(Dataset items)
*-*-*

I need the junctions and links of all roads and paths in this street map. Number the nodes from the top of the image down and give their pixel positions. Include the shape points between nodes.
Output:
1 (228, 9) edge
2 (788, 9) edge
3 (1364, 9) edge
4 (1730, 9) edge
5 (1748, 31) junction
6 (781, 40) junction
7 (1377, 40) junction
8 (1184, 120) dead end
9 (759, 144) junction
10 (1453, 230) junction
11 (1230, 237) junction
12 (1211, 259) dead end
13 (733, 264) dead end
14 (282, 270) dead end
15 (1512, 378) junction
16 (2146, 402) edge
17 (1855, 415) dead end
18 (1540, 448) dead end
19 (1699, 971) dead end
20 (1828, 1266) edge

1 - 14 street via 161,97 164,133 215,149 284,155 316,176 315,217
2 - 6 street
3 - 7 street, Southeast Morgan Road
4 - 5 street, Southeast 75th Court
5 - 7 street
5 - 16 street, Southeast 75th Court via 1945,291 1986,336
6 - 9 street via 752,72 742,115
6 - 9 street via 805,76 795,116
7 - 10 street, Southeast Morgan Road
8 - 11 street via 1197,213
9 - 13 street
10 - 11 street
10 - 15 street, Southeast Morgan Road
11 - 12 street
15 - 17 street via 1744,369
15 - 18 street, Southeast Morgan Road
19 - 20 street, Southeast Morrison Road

*-*-*

» **EXERCISE REQUIREMENTS**
Each record above should be output again exactly.

» **ANSWER FOR THE TASK**
I need the junctions and links of all roads and paths in this street map. Number the nodes from the top of the image down and give their pixel positions. Include the shape points between nodes.
Output:
1 (228, 9) edge
2 (788, 9) edge
3 (1364, 9) edge
4 (1730, 9) edge
5 (1748, 31) junction
6 (781, 40) junction
7 (1377, 40) junction
8 (1184, 120) dead end
9 (759, 144) junction
10 (1453, 230) junction
11 (1230, 237) junction
12 (1211, 259) dead end
13 (733, 264) dead end
14 (282, 270) dead end
15 (1512, 378) junction
16 (2146, 402) edge
17 (1855, 415) dead end
18 (1540, 448) dead end
19 (1699, 971) dead end
20 (1828, 1266) edge

1 - 14 street via 161,97 164,133 215,149 284,155 316,176 315,217
2 - 6 street
3 - 7 street, Southeast Morgan Road
4 - 5 street, Southeast 75th Court
5 - 7 street
5 - 16 street, Southeast 75th Court via 1945,291 1986,336
6 - 9 street via 752,72 742,115
6 - 9 street via 805,76 795,116
7 - 10 street, Southeast Morgan Road
8 - 11 street via 1197,213
9 - 13 street
10 - 11 street
10 - 15 street, Southeast Morgan Road
11 - 12 street
15 - 17 street via 1744,369
15 - 18 street, Southeast Morgan Road
19 - 20 street, Southeast Morrison Road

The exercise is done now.